**Records:**

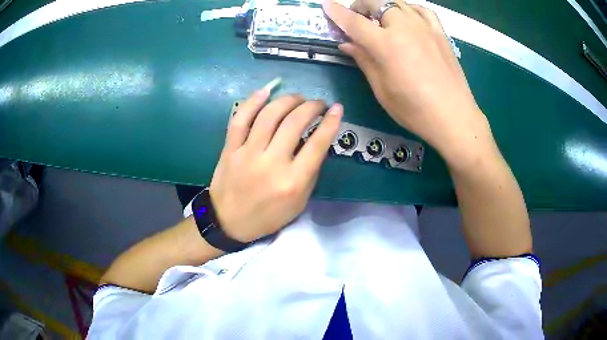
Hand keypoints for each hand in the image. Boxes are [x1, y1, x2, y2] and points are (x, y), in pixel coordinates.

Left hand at [209, 90, 342, 242]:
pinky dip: (253, 101)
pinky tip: (266, 91)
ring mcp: (247, 154)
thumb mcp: (299, 202)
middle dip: (311, 106)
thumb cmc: (268, 216)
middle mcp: (271, 164)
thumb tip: (317, 141)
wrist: (229, 222)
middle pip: (294, 123)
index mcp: (292, 181)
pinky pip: (240, 119)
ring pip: (269, 115)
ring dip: (288, 100)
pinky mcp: (230, 149)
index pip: (317, 144)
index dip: (330, 122)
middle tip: (318, 104)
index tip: (337, 108)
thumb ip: (310, 172)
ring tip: (298, 98)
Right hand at [324, 0, 492, 162]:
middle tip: (357, 17)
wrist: (454, 117)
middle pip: (376, 2)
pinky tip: (407, 18)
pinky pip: (421, 10)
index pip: (354, 21)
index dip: (337, 12)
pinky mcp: (440, 32)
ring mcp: (424, 27)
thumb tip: (346, 44)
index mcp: (386, 45)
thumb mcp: (382, 89)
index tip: (326, 5)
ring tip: (380, 19)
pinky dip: (409, 9)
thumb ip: (364, 60)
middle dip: (361, 5)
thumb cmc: (414, 110)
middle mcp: (404, 27)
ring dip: (383, 6)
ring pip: (398, 2)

**Aim of the exercise:**
Find the line with "pinky mcp: (440, 32)". Transcribe it and every line after it exactly, through the end of the records above, and nothing else.

**Answer section:**
pinky mcp: (440, 32)
ring mcp: (424, 27)
thumb tip: (346, 44)
index mcp: (386, 45)
thumb mcp: (382, 89)
index tip: (326, 5)
ring tip: (380, 19)
pinky dip: (409, 9)
thumb ip: (364, 60)
middle dip: (361, 5)
thumb cmc: (414, 110)
middle mcp: (404, 27)
ring dip: (383, 6)
ring pip: (398, 2)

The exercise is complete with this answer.